Unions Lose Latest Attempt To Classify Uber/Lyft Drivers As Employees
Castellanos v. State of Cal., 16 Cal. 5th 588 (2024)
In the latest attempt by the Service Employees International Union (SEIU) to prevent Uber, Lyft, DoorDash and similar app-based drivers from being classified as independent contractors (and thereby escape the union’s reach), the California Supreme Court determined that Proposition 22 (passed overwhelmingly by the voters of the State of California in 2020 and supported by 87% of the drivers themselves) is constitutional. The purported constitutional infirmity of Proposition 22 (codified at Bus. & Prof. Code § 7451) identified by the SEIU concerns the California legislature’s “plenary power” to create and enforce a “complete system of workers’ compensation.” The union argued that because the drivers are exempt from workers’ compensation, Proposition 22 conflicts with the legislature’s “plenary power.” The Supreme Court held (consistent with an opinion of the California Attorney General) that the legislature does not have the sole authority – to the exclusion of the initiative power – to govern workers’ compensation.

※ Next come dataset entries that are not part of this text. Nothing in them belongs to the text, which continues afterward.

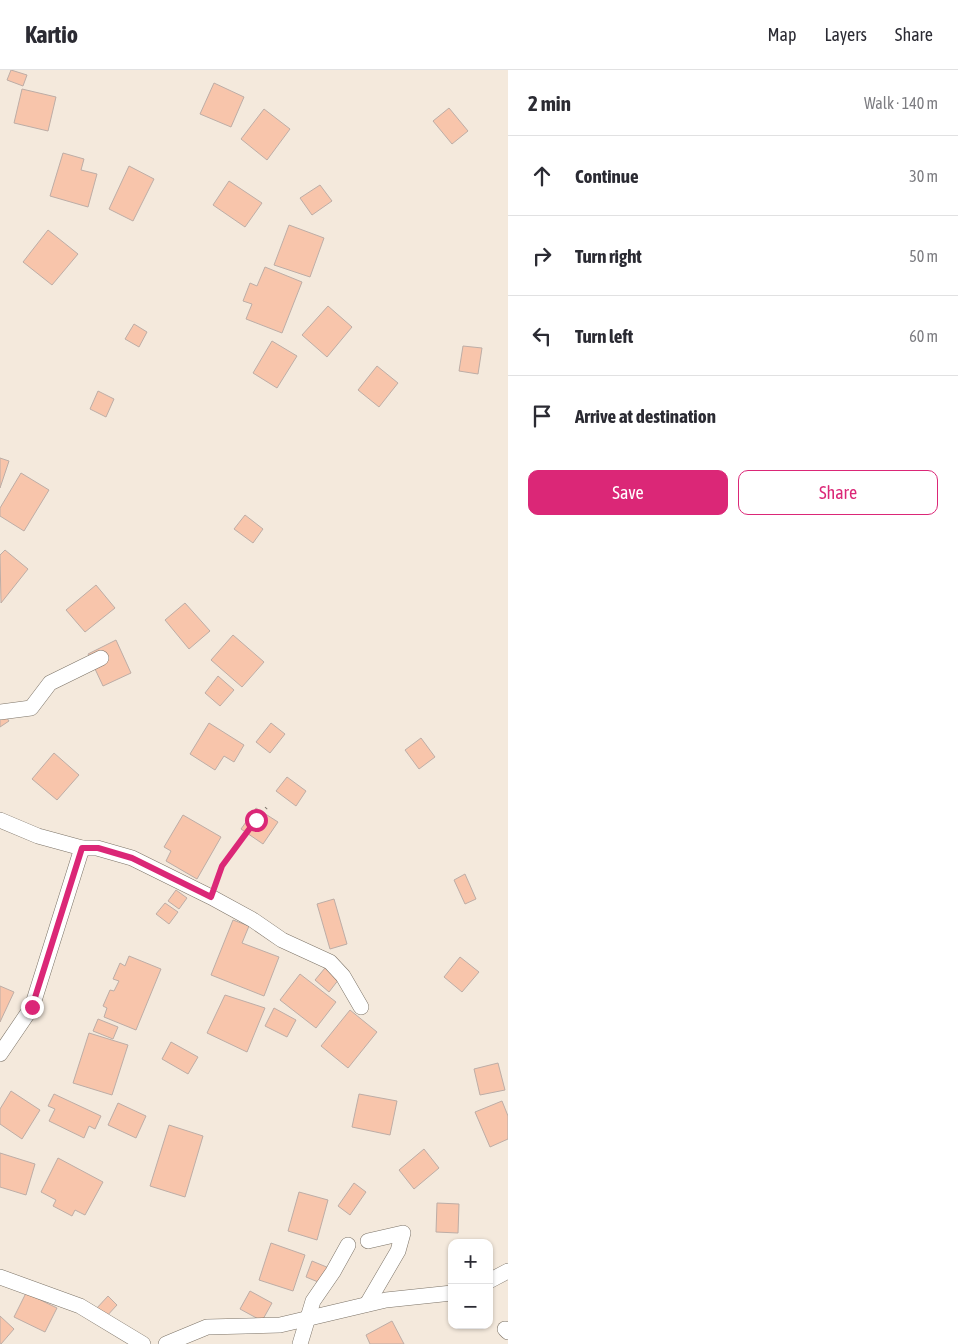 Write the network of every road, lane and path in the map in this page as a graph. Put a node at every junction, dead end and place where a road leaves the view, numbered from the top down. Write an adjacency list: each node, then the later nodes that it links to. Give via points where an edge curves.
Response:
1 (100, 658): 2 (street, via 50,683 31,708)
2 (0, 712)
3 (268, 806): 6 (path, via 222,866)
4 (0, 820): 5 (street, via 38,836)
5 (82, 848): 6 (street, via 98,848 132,858); 8 (street, via 32,1007)
6 (211, 897): 7 (street, via 282,940 330,962 343,976)
7 (361, 1007)
8 (0, 1054)
9 (368, 1241): 15 (street, via 403,1234 398,1251)
10 (348, 1245): 16 (street, via 313,1301)
11 (508, 1271): 13 (street)
12 (0, 1277): 18 (street, via 80,1306)
13 (493, 1279)
14 (448, 1294): 15 (street)
15 (367, 1304): 16 (street)
16 (307, 1318): 17 (street); 20 (street)
17 (280, 1325): 19 (street, via 207,1327); 20 (street)
18 (143, 1344)
19 (166, 1344)
20 (298, 1344)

Termination Of Employment 56 Days After EEO Complaint Was Not Retaliatory
Kama v. Mayorkas, 107 F.4th 1054 (9th Cir. 2024)
Meyer Kama, who was formerly a transportation security officer with the TSA, alleged Title VII retaliation after he was terminated for failing to cooperate with an investigation into whether Kama and other officers improperly received compensation for serving as personal representatives to other employees during internal agency investigations. Kama contended his employment was terminated 56 days after he complained about being denied intermittent leave under the FMLA – Kama claimed the termination had “temporal proximity” to his EEO complaint. The district court granted summary judgment to the employer, and the Ninth Circuit affirmed, holding that “temporal proximity” alone is not enough to establish retaliation in every case. The Court held that 56 days was a relatively long period of “proximity” as compared to “only a few days” as existed in the cases cited in Kama’s brief. Further, there was a relatively “close temporal link” between Kama’s noncooperation with the investigation and the termination of his employment. Finally, the Court recognized that the TSA must be given “wide latitude” to determine the terms of employment of its screeners. Compare Cal. Labor Code §§ 98.6(b)(1), 1102.5, and 1197.5 (rebuttable presumption of retaliation if employer takes adverse action against employee within 90 days of protected activity).